Molti importanti i dati sull’istruzione, che riservano qualche sorpresa. Si sa che le donne studiano di più e si laureano di più degli uomini. Ma non bisogna dimenticare che la donna italiana, se è tra i 25 e i 64 anni, ha solo il diploma di scuola dell’obbligo al 44,9 per cento (46,5% gli uomini). Tutto cambia nella popolazione più giovane, dove sale il livello di istruzione, anche se molto inferiore a quello europeo.

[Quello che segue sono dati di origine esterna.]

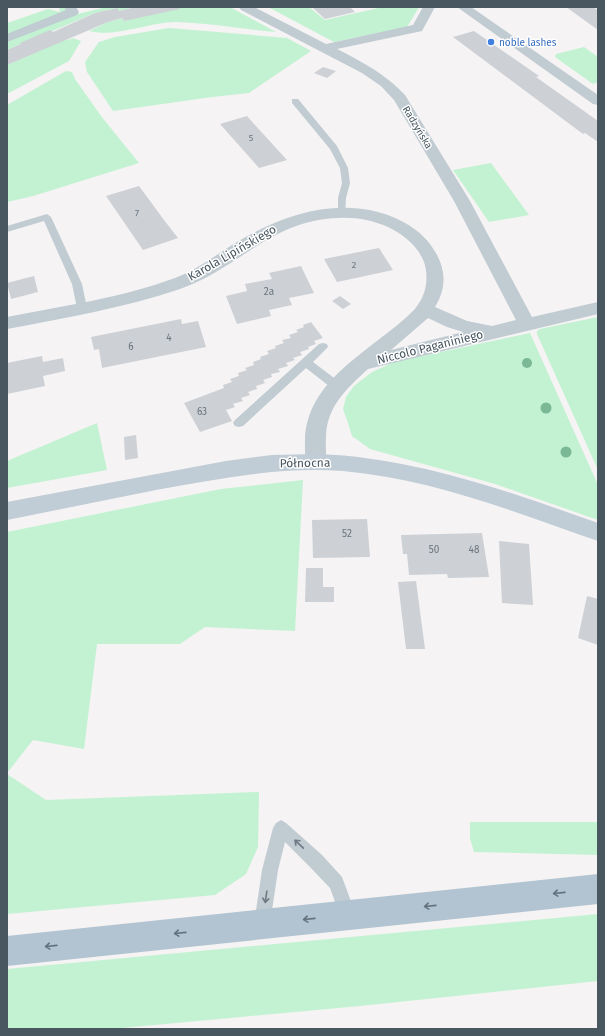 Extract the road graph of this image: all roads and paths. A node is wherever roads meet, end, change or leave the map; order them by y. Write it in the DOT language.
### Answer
graph roads {
  1 [pos="70,7"];
  2 [pos="245,7"];
  3 [pos="430,7"];
  4 [pos="463,7"];
  5 [pos="7,38"];
  6 [pos="324,48"];
  7 [pos="295,101"];
  8 [pos="598,101"];
  9 [pos="342,213"];
  10 [pos="7,228"];
  11 [pos="82,308"];
  12 [pos="598,308"];
  13 [pos="425,309"];
  14 [pos="523,316"];
  15 [pos="7,323"];
  16 [pos="496,331"];
  17 [pos="323,347"];
  18 [pos="306,362"];
  19 [pos="363,363"];
  20 [pos="338,387"];
  21 [pos="239,423"];
  22 [pos="316,462"];
  23 [pos="7,511"];
  24 [pos="598,532"];
  25 [pos="598,889"];
  26 [pos="348,915"];
  27 [pos="262,924"];
  28 [pos="7,951"];
  1 -- 5 [label="street"];
  2 -- 6 [label="street, Radzyńska"];
  3 -- 6 [label="street"];
  4 -- 8 [label="street"];
  6 -- 14 [label="street, Radzyńska"];
  7 -- 9 [label="lane"];
  9 -- 11 [label="street, Karola Lipińskiego"];
  9 -- 13 [label="street, Karola Lipińskiego"];
  10 -- 11 [label="lane"];
  11 -- 15 [label="street, Karola Lipińskiego"];
  12 -- 16 [label="street, Niccolo Paganiniego"];
  13 -- 16 [label="street, Niccolo Paganiniego"];
  13 -- 19 [label="street, Karola Lipińskiego"];
  16 -- 19 [label="street, Niccolo Paganiniego"];
  17 -- 18 [label="lane"];
  18 -- 20 [label="lane"];
  18 -- 21 [label="lane"];
  19 -- 20 [label="street, Karola Lipińskiego"];
  20 -- 22 [label="street, Karola Lipińskiego"];
  22 -- 23 [label="street, Północna"];
  22 -- 24 [label="street, Północna"];
  25 -- 26 [label="main road, one-way"];
  26 -- 27 [label="main road, one-way"];
  26 -- 27 [label="lane, one-way"];
  27 -- 28 [label="main road, one-way"];
} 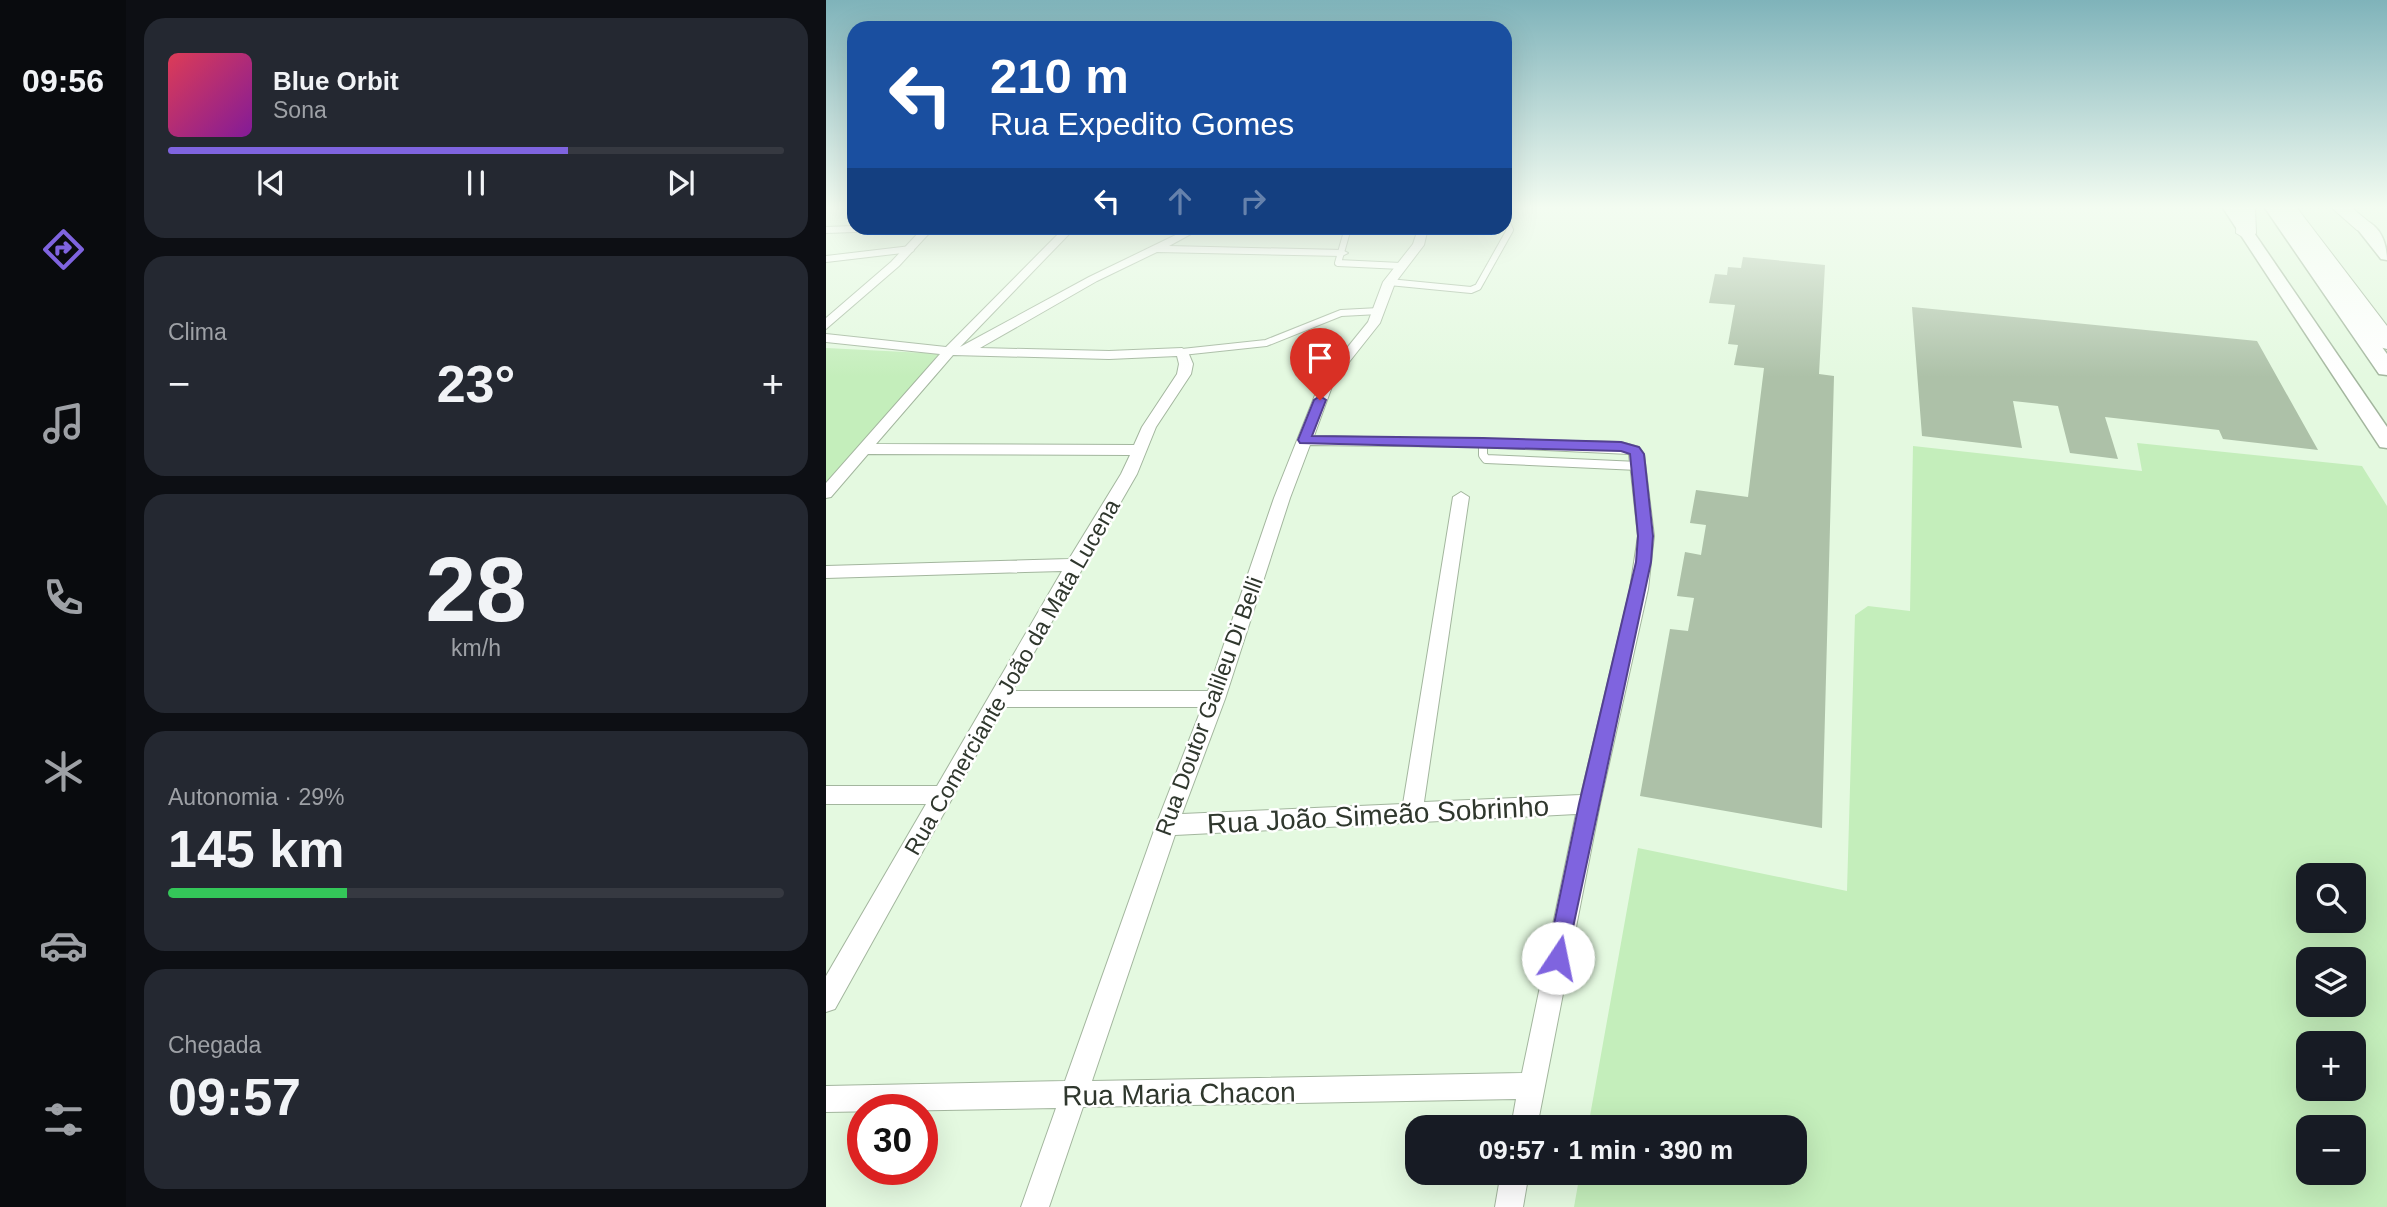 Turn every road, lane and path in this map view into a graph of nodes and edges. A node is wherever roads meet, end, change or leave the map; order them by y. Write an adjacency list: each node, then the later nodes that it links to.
1 (894, 264): 14 (street)
2 (1032, 264): 17 (street)
3 (1123, 264): 17 (street)
4 (1345, 264): 11 (lane)
5 (1403, 264): 11 (street, Rua Doutor Galileu Di Belli)
6 (1491, 264): 11 (lane)
7 (2267, 264): 21 (main road)
8 (2313, 264): 19 (main road)
9 (2330, 264): 16 (highway)
10 (2352, 264): 12 (highway)
11 (1395, 274): 13 (street, Rua Doutor Galileu Di Belli)
12 (2387, 309)
13 (1379, 311): 18 (lane); 20 (street, Rua Doutor Galileu Di Belli)
14 (826, 325)
15 (826, 338): 17 (street)
16 (2387, 342)
17 (956, 352): 18 (street); 22 (street)
18 (1182, 352): 23 (street, Rua Comerciante João da Mata Lucena)
19 (2387, 369)
20 (1304, 440): 29 (street, Rua Doutor Galileu Di Belli); 32 (street)
21 (2387, 442)
22 (866, 449): 23 (street); 24 (street)
23 (1139, 450): 26 (street, Rua Comerciante João da Mata Lucena)
24 (826, 493)
25 (1461, 497): 33 (street)
26 (1074, 565): 27 (street); 28 (street, Rua Comerciante João da Mata Lucena)
27 (826, 572)
28 (997, 699): 29 (street); 31 (street, Rua Comerciante João da Mata Lucena)
29 (1215, 699): 34 (street, Rua Doutor Galileu Di Belli)
30 (826, 795): 31 (street)
31 (943, 795): 35 (street, Rua Comerciante João da Mata Lucena)
32 (1589, 804): 33 (street, Rua João Simeão Sobrinho); 36 (street)
33 (1412, 812): 34 (street, Rua João Simeão Sobrinho)
34 (1167, 825): 37 (street, Rua Doutor Galileu Di Belli)
35 (826, 1000)
36 (1532, 1086): 37 (street, Rua Maria Chacon); 39 (street)
37 (1072, 1096): 38 (street, Rua Maria Chacon); 41 (street, Rua Doutor Galileu Di Belli)
38 (826, 1099)
39 (1526, 1115)
40 (1513, 1185): 42 (street)
41 (1035, 1207)
42 (1509, 1207) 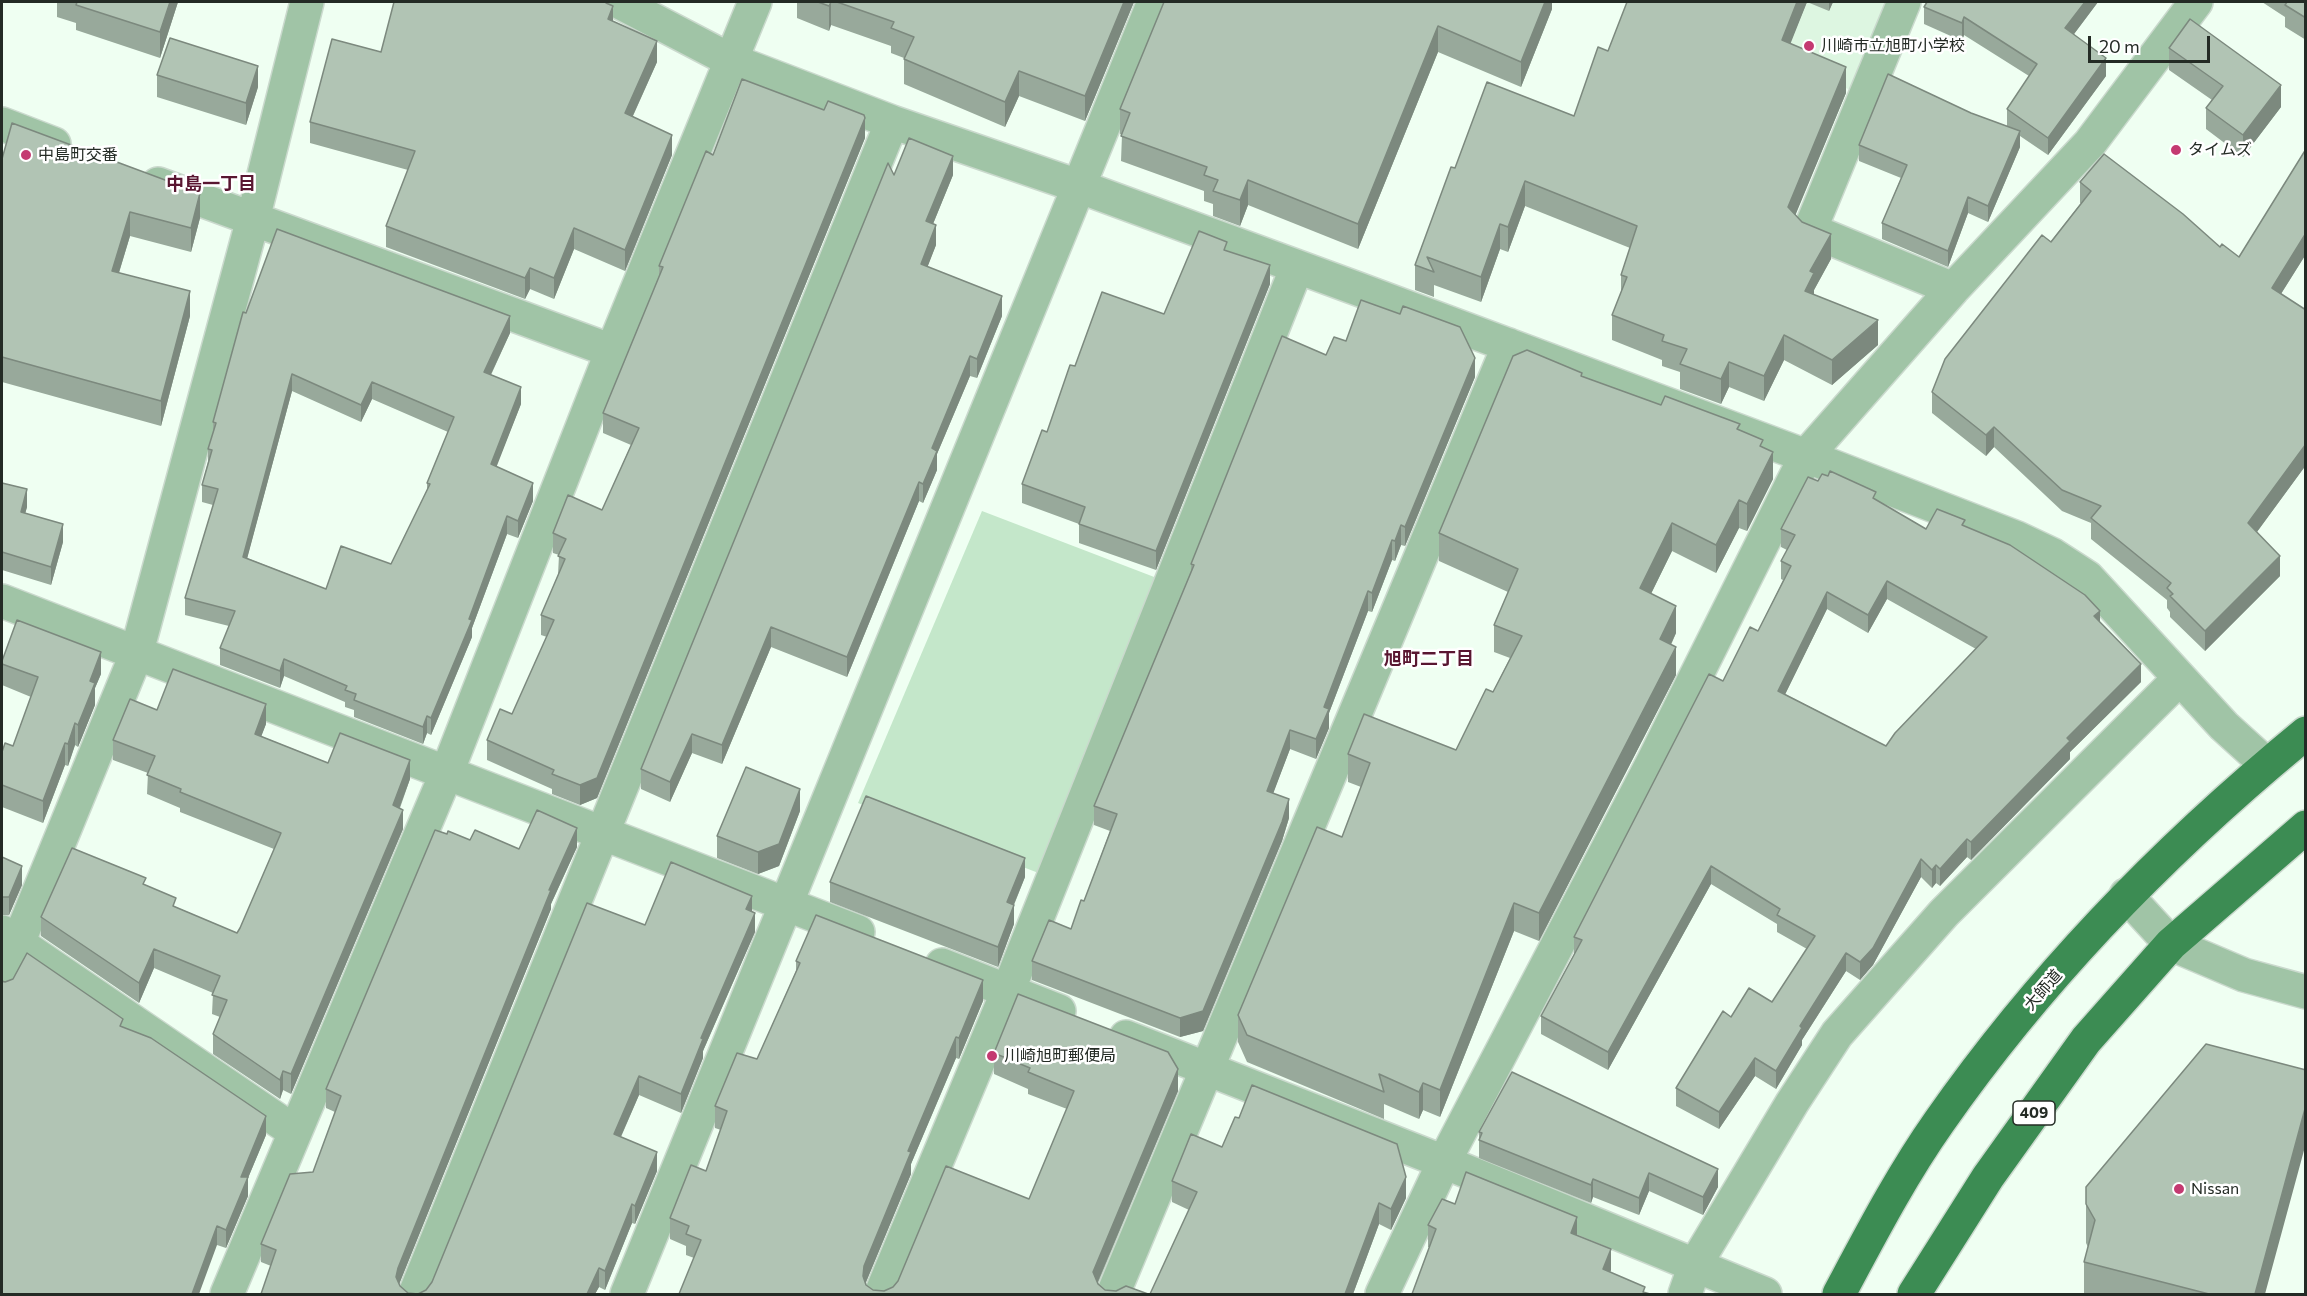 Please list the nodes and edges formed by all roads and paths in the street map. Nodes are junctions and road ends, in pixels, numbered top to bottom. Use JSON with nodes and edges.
{"nodes":[{"id":1,"x":307,"y":2,"type":"edge"},
{"id":2,"x":619,"y":2,"type":"edge"},
{"id":3,"x":755,"y":2,"type":"edge"},
{"id":4,"x":1154,"y":2,"type":"edge"},
{"id":5,"x":1904,"y":2,"type":"edge"},
{"id":6,"x":2196,"y":2,"type":"edge"},
{"id":7,"x":730,"y":60,"type":"junction"},
{"id":8,"x":892,"y":122,"type":"junction"},
{"id":9,"x":2,"y":124,"type":"edge"},
{"id":10,"x":78,"y":153,"type":"edge"},
{"id":11,"x":133,"y":174,"type":"edge"},
{"id":12,"x":1078,"y":186,"type":"junction"},
{"id":13,"x":253,"y":219,"type":"junction"},
{"id":14,"x":1297,"y":267,"type":"junction"},
{"id":15,"x":1953,"y":289,"type":"junction"},
{"id":16,"x":1509,"y":345,"type":"junction"},
{"id":17,"x":612,"y":351,"type":"junction"},
{"id":18,"x":1806,"y":456,"type":"junction"},
{"id":19,"x":2,"y":601,"type":"edge"},
{"id":20,"x":136,"y":655,"type":"junction"},
{"id":21,"x":2180,"y":679,"type":"junction"},
{"id":22,"x":2306,"y":733,"type":"edge"},
{"id":23,"x":2267,"y":765,"type":"junction"},
{"id":24,"x":447,"y":772,"type":"junction"},
{"id":25,"x":2306,"y":826,"type":"edge"},
{"id":26,"x":604,"y":833,"type":"junction"},
{"id":27,"x":2127,"y":895,"type":"junction"},
{"id":28,"x":784,"y":904,"type":"junction"},
{"id":29,"x":10,"y":937,"type":"edge"},
{"id":30,"x":880,"y":941,"type":"edge"},
{"id":31,"x":2171,"y":944,"type":"junction"},
{"id":32,"x":912,"y":954,"type":"edge"},
{"id":33,"x":2,"y":982,"type":"edge"},
{"id":34,"x":1008,"y":991,"type":"junction"},
{"id":35,"x":2306,"y":992,"type":"edge"},
{"id":36,"x":1207,"y":1068,"type":"junction"},
{"id":37,"x":295,"y":1132,"type":"junction"},
{"id":38,"x":1444,"y":1162,"type":"junction"},
{"id":39,"x":1690,"y":1280,"type":"edge"},
{"id":40,"x":227,"y":1294,"type":"edge"},
{"id":41,"x":415,"y":1294,"type":"edge"},
{"id":42,"x":627,"y":1294,"type":"edge"},
{"id":43,"x":881,"y":1294,"type":"edge"},
{"id":44,"x":1113,"y":1294,"type":"edge"},
{"id":45,"x":1382,"y":1294,"type":"edge"},
{"id":46,"x":1765,"y":1294,"type":"edge"},
{"id":47,"x":1839,"y":1294,"type":"edge"},
{"id":48,"x":1914,"y":1294,"type":"edge"}],
"edges":[{"from":1,"to":13,"type":"street"},
{"from":2,"to":7,"type":"street"},
{"from":3,"to":7,"type":"street"},
{"from":4,"to":12,"type":"street"},
{"from":5,"to":15,"type":"street"},
{"from":6,"to":15,"type":"street"},
{"from":7,"to":8,"type":"street"},
{"from":7,"to":17,"type":"street"},
{"from":8,"to":12,"type":"street"},
{"from":8,"to":26,"type":"street"},
{"from":9,"to":10,"type":"street"},
{"from":11,"to":13,"type":"street"},
{"from":12,"to":14,"type":"street"},
{"from":12,"to":28,"type":"street"},
{"from":13,"to":17,"type":"street"},
{"from":13,"to":20,"type":"street"},
{"from":14,"to":16,"type":"street"},
{"from":14,"to":34,"type":"street"},
{"from":15,"to":18,"type":"street"},
{"from":16,"to":18,"type":"street"},
{"from":16,"to":36,"type":"street"},
{"from":17,"to":24,"type":"street"},
{"from":18,"to":21,"type":"street"},
{"from":18,"to":38,"type":"street"},
{"from":19,"to":20,"type":"street"},
{"from":20,"to":24,"type":"street"},
{"from":20,"to":29,"type":"street"},
{"from":21,"to":23,"type":"street"},
{"from":21,"to":39,"type":"street"},
{"from":22,"to":23,"type":"highway","name":"大師道"},
{"from":23,"to":27,"type":"highway","name":"大師道"},
{"from":24,"to":26,"type":"street"},
{"from":24,"to":37,"type":"street"},
{"from":25,"to":31,"type":"highway","number":"409"},
{"from":26,"to":28,"type":"street"},
{"from":26,"to":41,"type":"street"},
{"from":27,"to":31,"type":"street"},
{"from":27,"to":47,"type":"highway","name":"大師道"},
{"from":28,"to":30,"type":"street"},
{"from":28,"to":42,"type":"street"},
{"from":29,"to":33,"type":"street"},
{"from":29,"to":37,"type":"street"},
{"from":31,"to":35,"type":"street"},
{"from":31,"to":48,"type":"highway","number":"409"},
{"from":32,"to":34,"type":"street"},
{"from":34,"to":36,"type":"street"},
{"from":34,"to":43,"type":"street"},
{"from":36,"to":38,"type":"street"},
{"from":36,"to":44,"type":"street"},
{"from":37,"to":40,"type":"street"},
{"from":38,"to":39,"type":"street"},
{"from":38,"to":45,"type":"street"},
{"from":39,"to":46,"type":"street"}]}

Colpisce il numero di giovani che abbandonano gli studi senza conseguire il titolo di scuola media superiore, il 19,2 per cento. Le ragazze sono di meno, intorno al 16 per cento (i ragazzi sono il più del 22 per cento) ma comunque sempre in numero superiore alla media europea di abbandono, che è del 14, 4 per cento. Fa riflettere anche il numero dei giovani fuori da qualunque circuito, che non studiano e non lavorano. Nel 2009, in Italia poco più di due milioni di giovani (il 21,2 per cento della popolazione tra i 15 ed i 29 anni). Le donne sono di più, il 24,4 per cento rispetto al 18,2 per cento degli uomini. In leggera flessione nel biennio 2004-2006 e sostanzialmente costante nel biennio successivo, questi giovani tornano a crescere nel 2009 quando si manifesta la crisi.
Guardiamo ora i dati del cambiamento sociale diffuso. L’età media del matrimonio per le donne italiane è trent’anni, hanno 1,4 figli ciascuna e il primo figlio a trent’anni. Sono le cifre che danno più di ogni altra l’idea del mutamento che ha segnato la vita femminile: ancora un buon terzo delle donne ora intorno ai sessant’anni si sono sposate e hanno avuto figli già a ventidue anni, in ogni caso in media le donne oggi quando si sposano hanno quattro anni di più che nel 1960.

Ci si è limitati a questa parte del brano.